In this post, we will deconstruct the extrapolation error, explain why standard neural networks fail at boundaries, and dive deep into how PARS fixes this using a clever mix of geometry and signal processing.

The Problem: The Danger of Linear Extrapolation

To understand why Offline RL is hard, we have to look at how Deep Learning models essentially “guess” what happens in unknown territory.

In standard Reinforcement Learning, we use a Q-function, \(Q(s, a)\), to estimate the expected reward of taking action \(a\) in state \(s\). We want to find the action that maximizes this value.

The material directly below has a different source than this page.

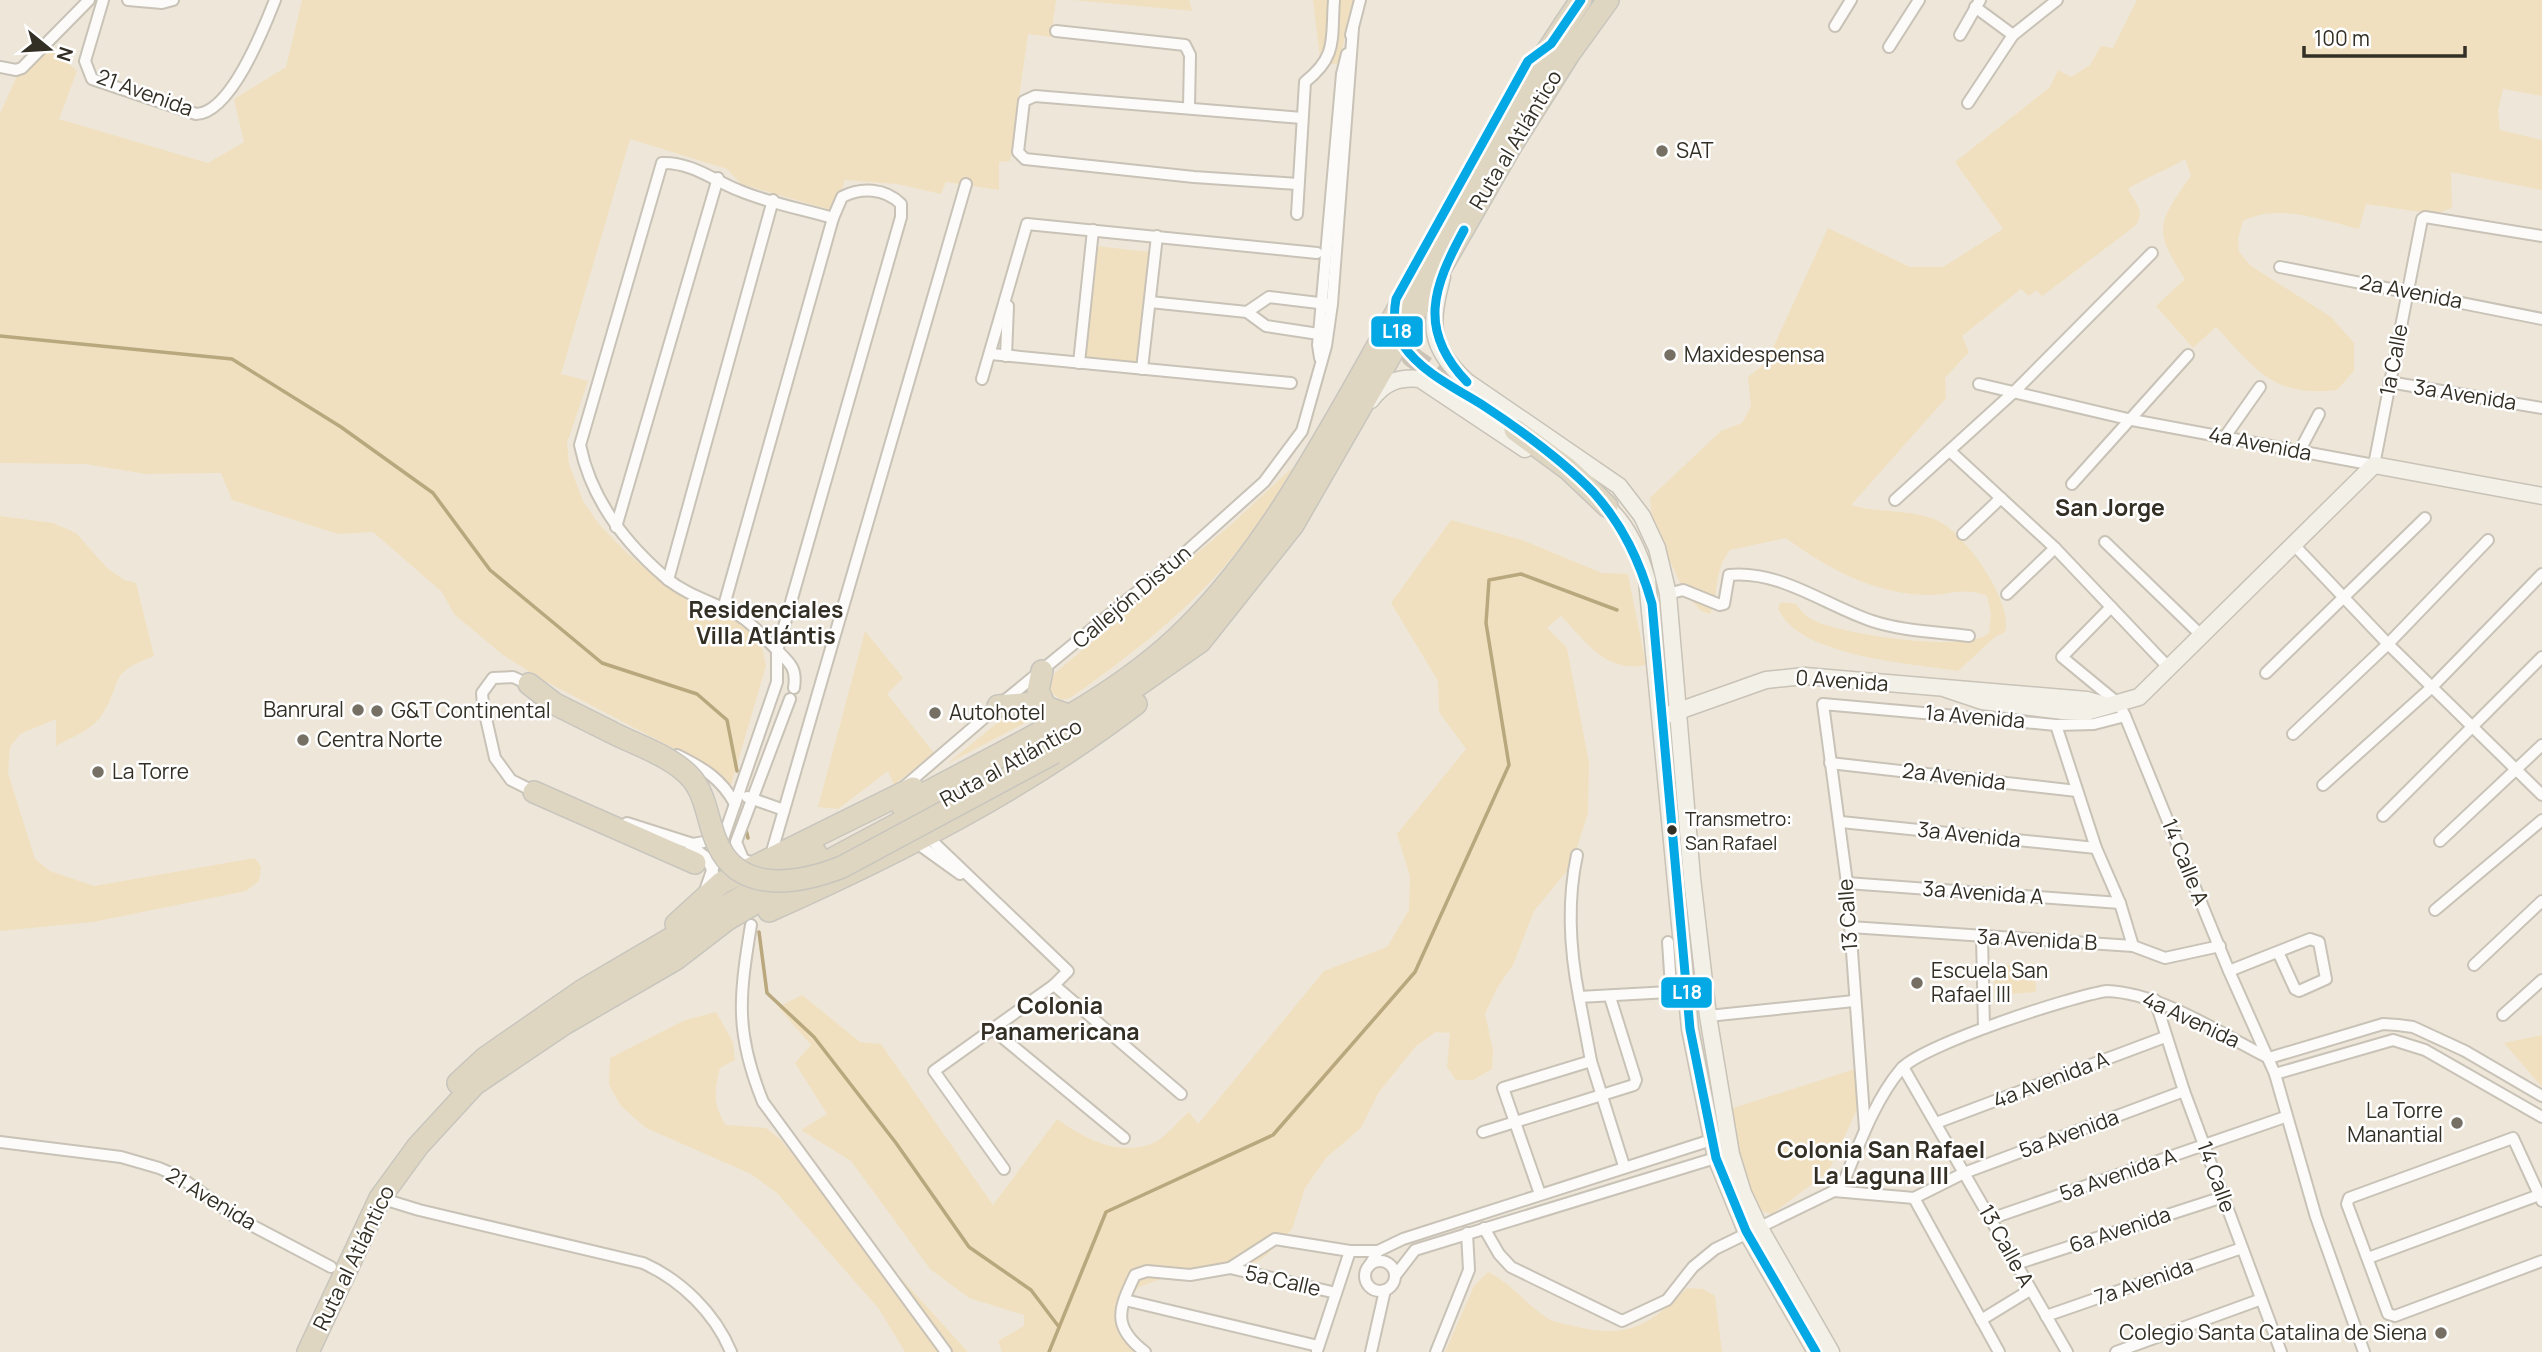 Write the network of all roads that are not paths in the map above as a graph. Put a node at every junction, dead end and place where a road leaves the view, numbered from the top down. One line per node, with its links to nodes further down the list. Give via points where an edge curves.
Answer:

The issue arises from the architecture of the neural networks themselves. Most modern networks use ReLU (Rectified Linear Unit) activation functions. While effective, ReLU networks have a specific quirk: outside the range of their training data, they tend to extrapolate linearly. If the Q-values were trending upward at the edge of the dataset, the network assumes they will keep going up forever.

Composition of offline data and comparison between ground truth Q-values and learned Q-function

As shown in Figure 2 above, we can categorize actions into three buckets:

In-Distribution (ID): Actions present in our dataset (green).
OOD-in: Actions the agent hasn’t tried, but that lie between data points (inside the “convex hull” of the data) (yellow).
OOD-out: Actions completely outside the range of valid behavior (pink).

The red dotted line represents the learned Q-function. Notice how in the “OOD-out” region, the learned curve shoots upward. This is linear extrapolation. The agent sees this rising curve and thinks, “If I take this extreme action, I’ll get infinite reward!” In reality, the Ground Truth (blue dashed line) drops off because those actions are likely failures. This gap is the extrapolation error.

To fix this, we need the network to learn a “hill” shape: high values where the data is good, and a slope downwards everywhere else.

The PARS Solution

The researchers introduce PARS (Penalizing Infeasible Actions and Reward Scaling). It tackles the extrapolation problem from two angles:

Soft Guidance (RS-LN): Changing how the network perceives “similarity” so it stops generalizing high rewards to unknown areas.
Hard Constraints (PA): Explicitly punishing the network for predicting high values in impossible regions.

Let’s break these down.

Part 1: Reward Scaling and Layer Normalization (RS-LN)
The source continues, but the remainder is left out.